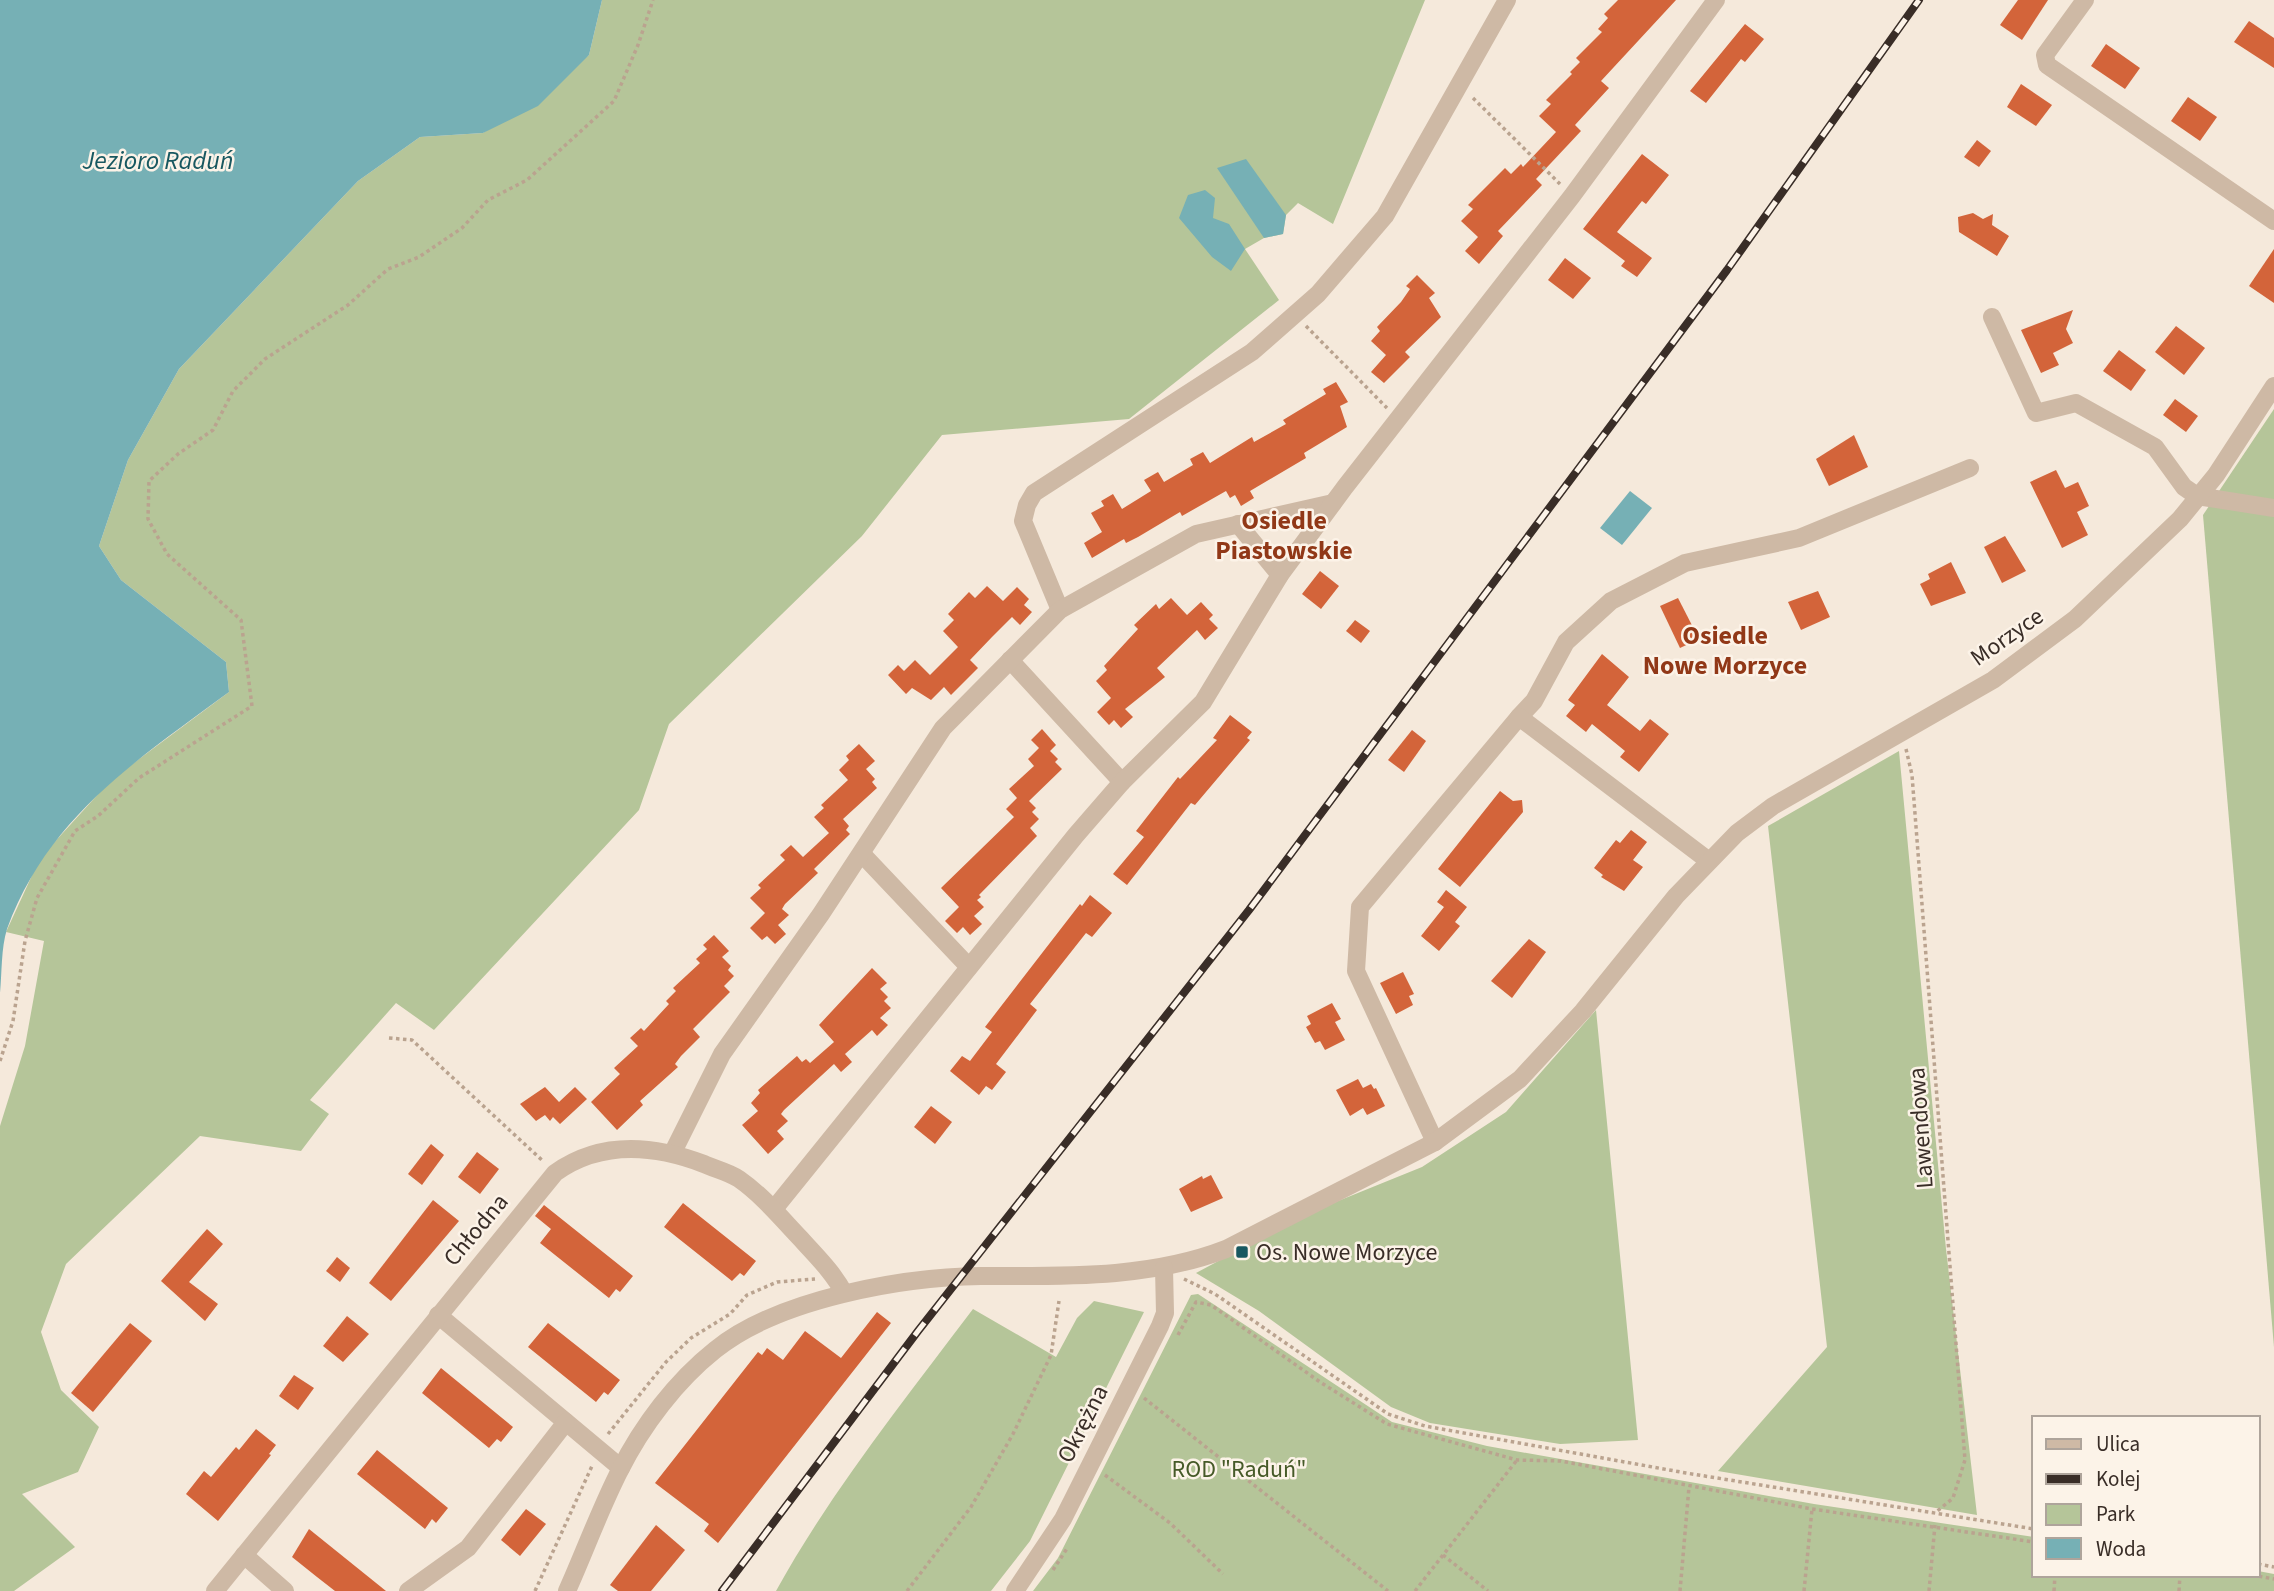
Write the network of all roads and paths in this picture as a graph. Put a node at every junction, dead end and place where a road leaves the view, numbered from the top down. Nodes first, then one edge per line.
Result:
1 (653, 0) edge
2 (1507, 0) edge
3 (1716, 0) edge
4 (2085, 0) edge
5 (1459, 84) junction
6 (1572, 196) junction
7 (2274, 221) edge
8 (1294, 315) junction
9 (1992, 317) dead end
10 (2274, 386) edge
11 (1400, 416) junction
12 (1970, 468) dead end
13 (2197, 496) junction
14 (1333, 503) junction
15 (2274, 508) edge
16 (1238, 524) junction
17 (1280, 575) junction
18 (1059, 610) junction
19 (1010, 660) junction
20 (1519, 717) junction
21 (1900, 731) junction
22 (1122, 782) junction
23 (862, 854) junction
24 (1709, 861) junction
25 (969, 967) junction
26 (388, 1038) dead end
27 (0, 1061) edge
28 (1435, 1142) junction
29 (673, 1152) junction
30 (555, 1173) junction
31 (774, 1209) junction
32 (1164, 1268) junction
33 (844, 1293) junction
34 (1059, 1301) dead end
35 (438, 1315) junction
36 (1177, 1338) dead end
37 (1139, 1409) dead end
38 (566, 1422) junction
39 (1517, 1460) junction
40 (1111, 1464) dead end
41 (621, 1468) junction
42 (1105, 1475) junction
43 (1099, 1486) dead end
44 (1689, 1487) junction
45 (1812, 1509) junction
46 (1935, 1513) junction
47 (1935, 1525) junction
48 (2032, 1529) edge
49 (2032, 1542) edge
50 (1070, 1544) dead end
51 (244, 1555) junction
52 (1443, 1555) junction
53 (1051, 1573) dead end
54 (1223, 1574) dead end
55 (215, 1591) edge
56 (285, 1591) edge
57 (408, 1591) edge
58 (567, 1591) edge
59 (907, 1591) edge
60 (1015, 1591) edge
61 (1388, 1591) edge
62 (1415, 1591) edge
63 (1488, 1591) edge
64 (1680, 1591) edge
65 (1804, 1591) edge
66 (1929, 1591) edge

1 - 27 path
2 - 5 street
3 - 6 street
4 - 7 street
5 - 6 path
5 - 8 street
6 - 11 street
8 - 11 path
8 - 18 street
9 - 13 street
10 - 13 street, Morzyce
11 - 14 street
12 - 20 street
13 - 15 street
13 - 21 street, Morzyce
14 - 16 street
14 - 17 street
16 - 17 street
16 - 18 street
17 - 22 street
18 - 19 street
19 - 22 street
19 - 23 street
20 - 24 street
20 - 28 street
21 - 24 street, Morzyce
21 - 46 path, Lawendowa
22 - 25 street
23 - 25 street
23 - 29 street
24 - 28 street, Morzyce
25 - 31 street
26 - 30 path
28 - 32 street, Morzyce
29 - 30 street, Chłodna
29 - 31 street, Chłodna
30 - 35 street, Chłodna
31 - 33 street, Chłodna
32 - 33 street, Morzyce
32 - 46 path
32 - 60 street, Okrężna
33 - 41 street, Morzyce
34 - 59 path
35 - 38 street
35 - 51 street, Chłodna
36 - 39 path
37 - 61 path
38 - 41 street
38 - 57 street
39 - 44 path
39 - 52 path
40 - 42 path
41 - 58 street, Morzyce
42 - 43 path
42 - 54 path
44 - 45 path
44 - 64 path
45 - 47 path
45 - 65 path
46 - 48 path
47 - 49 path
47 - 66 path
50 - 53 path
51 - 55 street, Chłodna
51 - 56 street
52 - 62 path
52 - 63 path

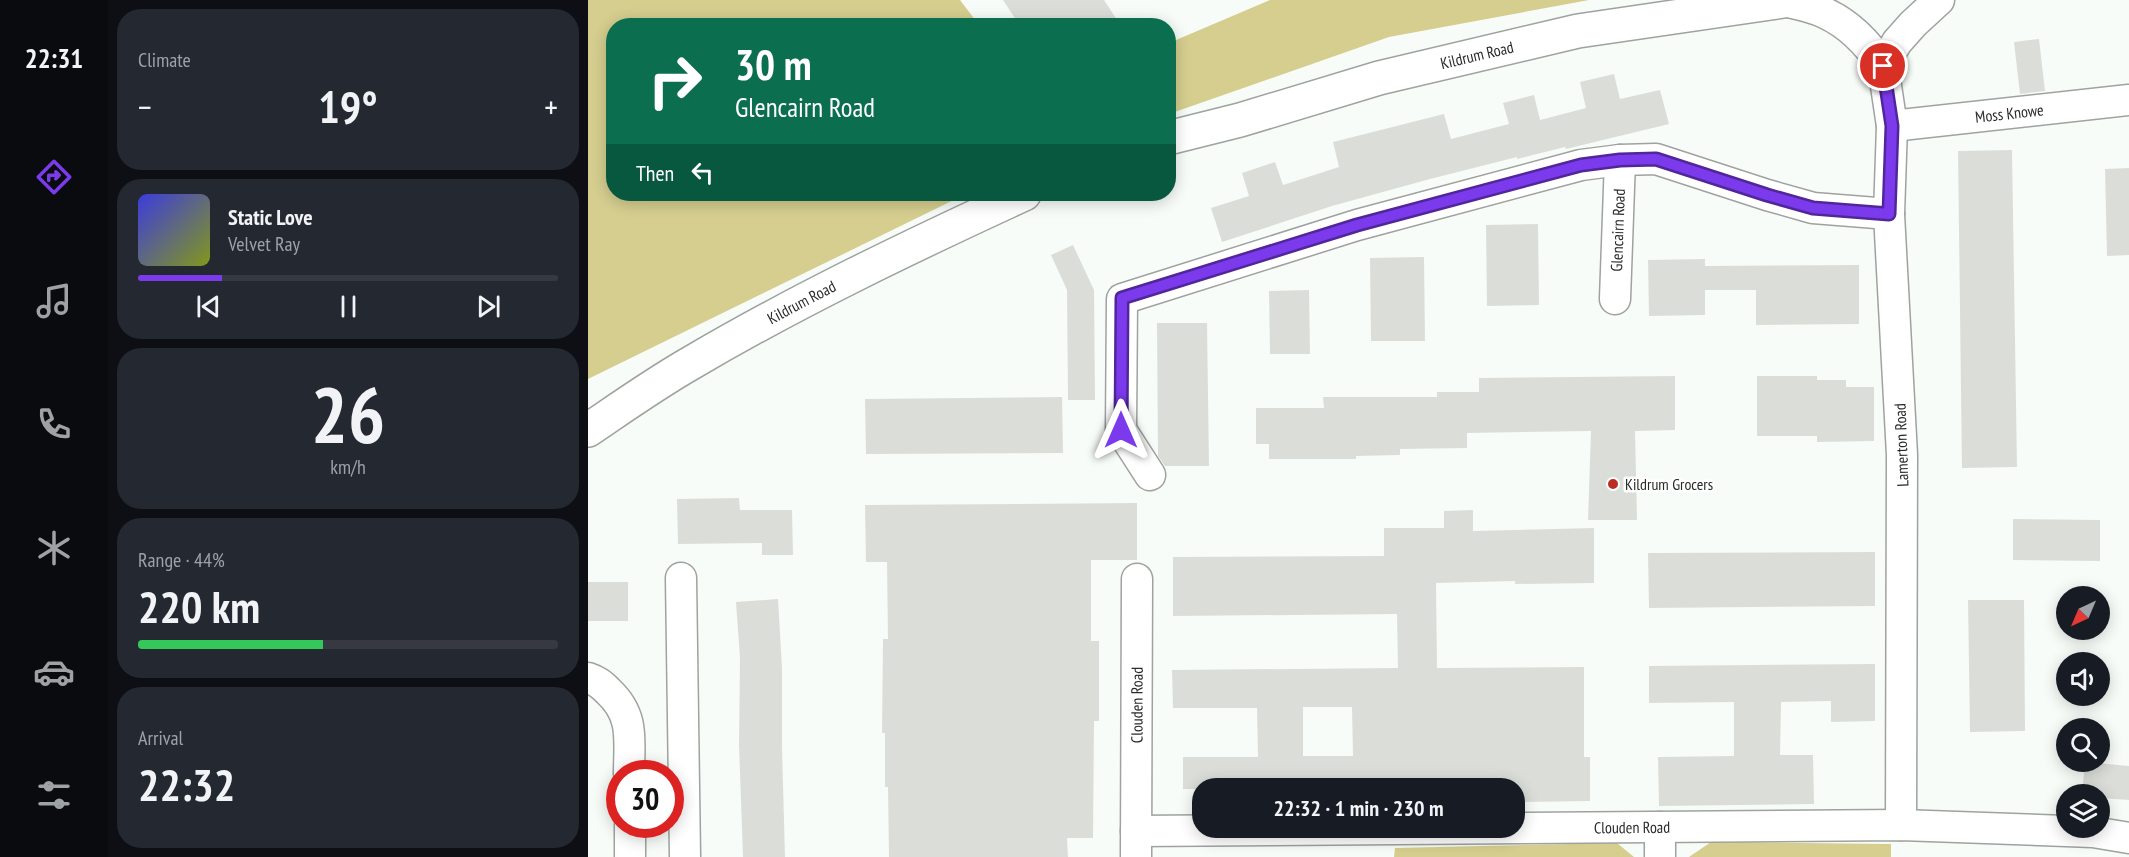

::::::

DIRECTIONS FOR THIS TASK - No pictures belong in the answer; copy all other parts of the listing exactly.

TASK OUTPUT -
Write the network of all roads and paths in this picture as a graph. Put a node at every junction, dead end and place where a road leaves the view, numbered from the top down. Nodes first, then one edge per line.
Result:
1 (653, 0) edge
2 (1507, 0) edge
3 (1716, 0) edge
4 (2085, 0) edge
5 (1459, 84) junction
6 (1572, 196) junction
7 (2274, 221) edge
8 (1294, 315) junction
9 (1992, 317) dead end
10 (2274, 386) edge
11 (1400, 416) junction
12 (1970, 468) dead end
13 (2197, 496) junction
14 (1333, 503) junction
15 (2274, 508) edge
16 (1238, 524) junction
17 (1280, 575) junction
18 (1059, 610) junction
19 (1010, 660) junction
20 (1519, 717) junction
21 (1900, 731) junction
22 (1122, 782) junction
23 (862, 854) junction
24 (1709, 861) junction
25 (969, 967) junction
26 (388, 1038) dead end
27 (0, 1061) edge
28 (1435, 1142) junction
29 (673, 1152) junction
30 (555, 1173) junction
31 (774, 1209) junction
32 (1164, 1268) junction
33 (844, 1293) junction
34 (1059, 1301) dead end
35 (438, 1315) junction
36 (1177, 1338) dead end
37 (1139, 1409) dead end
38 (566, 1422) junction
39 (1517, 1460) junction
40 (1111, 1464) dead end
41 (621, 1468) junction
42 (1105, 1475) junction
43 (1099, 1486) dead end
44 (1689, 1487) junction
45 (1812, 1509) junction
46 (1935, 1513) junction
47 (1935, 1525) junction
48 (2032, 1529) edge
49 (2032, 1542) edge
50 (1070, 1544) dead end
51 (244, 1555) junction
52 (1443, 1555) junction
53 (1051, 1573) dead end
54 (1223, 1574) dead end
55 (215, 1591) edge
56 (285, 1591) edge
57 (408, 1591) edge
58 (567, 1591) edge
59 (907, 1591) edge
60 (1015, 1591) edge
61 (1388, 1591) edge
62 (1415, 1591) edge
63 (1488, 1591) edge
64 (1680, 1591) edge
65 (1804, 1591) edge
66 (1929, 1591) edge

1 - 27 path
2 - 5 street
3 - 6 street
4 - 7 street
5 - 6 path
5 - 8 street
6 - 11 street
8 - 11 path
8 - 18 street
9 - 13 street
10 - 13 street, Morzyce
11 - 14 street
12 - 20 street
13 - 15 street
13 - 21 street, Morzyce
14 - 16 street
14 - 17 street
16 - 17 street
16 - 18 street
17 - 22 street
18 - 19 street
19 - 22 street
19 - 23 street
20 - 24 street
20 - 28 street
21 - 24 street, Morzyce
21 - 46 path, Lawendowa
22 - 25 street
23 - 25 street
23 - 29 street
24 - 28 street, Morzyce
25 - 31 street
26 - 30 path
28 - 32 street, Morzyce
29 - 30 street, Chłodna
29 - 31 street, Chłodna
30 - 35 street, Chłodna
31 - 33 street, Chłodna
32 - 33 street, Morzyce
32 - 46 path
32 - 60 street, Okrężna
33 - 41 street, Morzyce
34 - 59 path
35 - 38 street
35 - 51 street, Chłodna
36 - 39 path
37 - 61 path
38 - 41 street
38 - 57 street
39 - 44 path
39 - 52 path
40 - 42 path
41 - 58 street, Morzyce
42 - 43 path
42 - 54 path
44 - 45 path
44 - 64 path
45 - 47 path
45 - 65 path
46 - 48 path
47 - 49 path
47 - 66 path
50 - 53 path
51 - 55 street, Chłodna
51 - 56 street
52 - 62 path
52 - 63 path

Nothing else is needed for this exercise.